BEGIN Records for this task

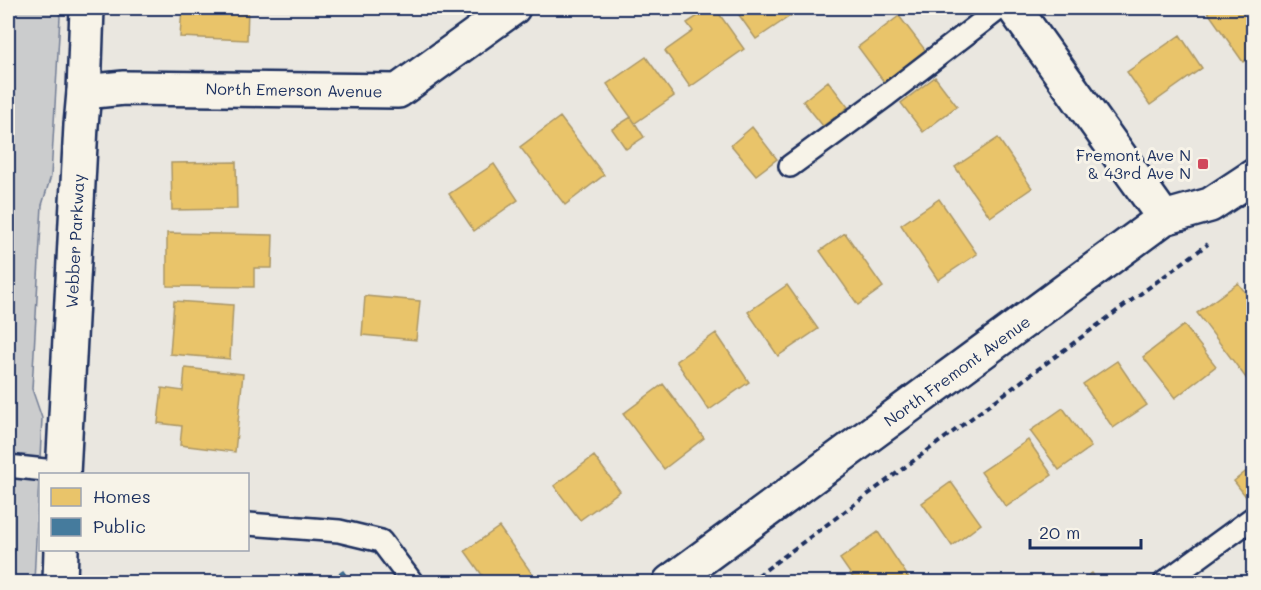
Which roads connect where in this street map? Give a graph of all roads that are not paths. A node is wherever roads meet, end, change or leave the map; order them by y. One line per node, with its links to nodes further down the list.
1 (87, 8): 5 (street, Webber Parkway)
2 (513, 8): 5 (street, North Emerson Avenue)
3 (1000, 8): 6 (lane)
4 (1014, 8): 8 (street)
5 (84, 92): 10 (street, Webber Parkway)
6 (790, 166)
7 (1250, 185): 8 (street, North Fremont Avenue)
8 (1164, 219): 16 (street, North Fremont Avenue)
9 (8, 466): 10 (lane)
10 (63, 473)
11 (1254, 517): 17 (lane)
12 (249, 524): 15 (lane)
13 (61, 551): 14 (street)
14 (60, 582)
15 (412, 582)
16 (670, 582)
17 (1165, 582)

END Records for this task

Requirement:
Restate every line of the data above word for word, with the images removed.

Solution for this problem:
Which roads connect where in this street map? Give a graph of all roads that are not paths. A node is wherever roads meet, end, change or leave the map; order them by y. One line per node, with its links to nodes further down the list.
1 (87, 8): 5 (street, Webber Parkway)
2 (513, 8): 5 (street, North Emerson Avenue)
3 (1000, 8): 6 (lane)
4 (1014, 8): 8 (street)
5 (84, 92): 10 (street, Webber Parkway)
6 (790, 166)
7 (1250, 185): 8 (street, North Fremont Avenue)
8 (1164, 219): 16 (street, North Fremont Avenue)
9 (8, 466): 10 (lane)
10 (63, 473)
11 (1254, 517): 17 (lane)
12 (249, 524): 15 (lane)
13 (61, 551): 14 (street)
14 (60, 582)
15 (412, 582)
16 (670, 582)
17 (1165, 582)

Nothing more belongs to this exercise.